__TASK OBJECTIVE__: Please reproduce the lines from the one containing "index mcp: (205, 163)" through the end of the data below exactly as they stand, and omit all pictures.

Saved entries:
■ ■ ■

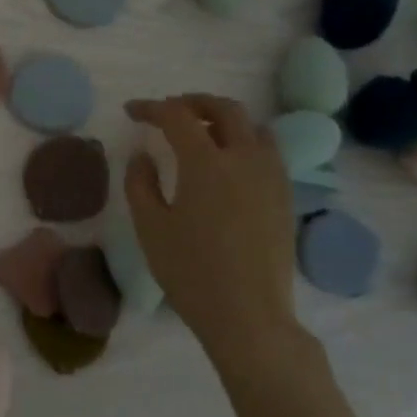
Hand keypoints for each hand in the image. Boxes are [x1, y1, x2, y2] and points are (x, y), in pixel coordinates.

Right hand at [124, 94, 296, 361]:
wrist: (248, 314)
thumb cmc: (189, 271)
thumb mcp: (150, 227)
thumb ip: (140, 183)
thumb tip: (144, 155)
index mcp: (205, 163)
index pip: (177, 116)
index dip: (151, 108)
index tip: (132, 112)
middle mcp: (244, 158)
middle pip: (224, 109)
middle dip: (192, 102)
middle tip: (168, 111)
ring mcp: (272, 176)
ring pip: (253, 126)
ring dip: (224, 118)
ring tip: (201, 131)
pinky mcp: (285, 195)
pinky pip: (268, 150)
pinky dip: (244, 140)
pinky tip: (228, 162)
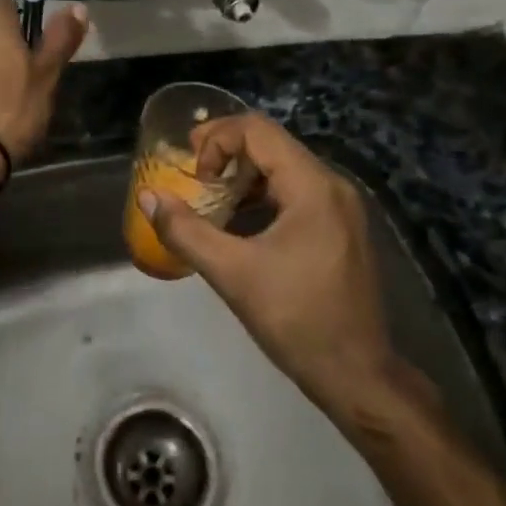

■ ■ ■

__RESULT FOR THIS EXERCISE__:
index mcp: (205, 163)
index pip: (177, 116)
index dip: (151, 108)
index tip: (132, 112)
middle mcp: (244, 158)
middle pip: (224, 109)
middle dip: (192, 102)
middle tip: (168, 111)
ring mcp: (272, 176)
ring pip: (253, 126)
ring dip: (224, 118)
ring tip: (201, 131)
pinky mcp: (285, 195)
pinky pip: (268, 150)
pinky dip: (244, 140)
pinky tip: (228, 162)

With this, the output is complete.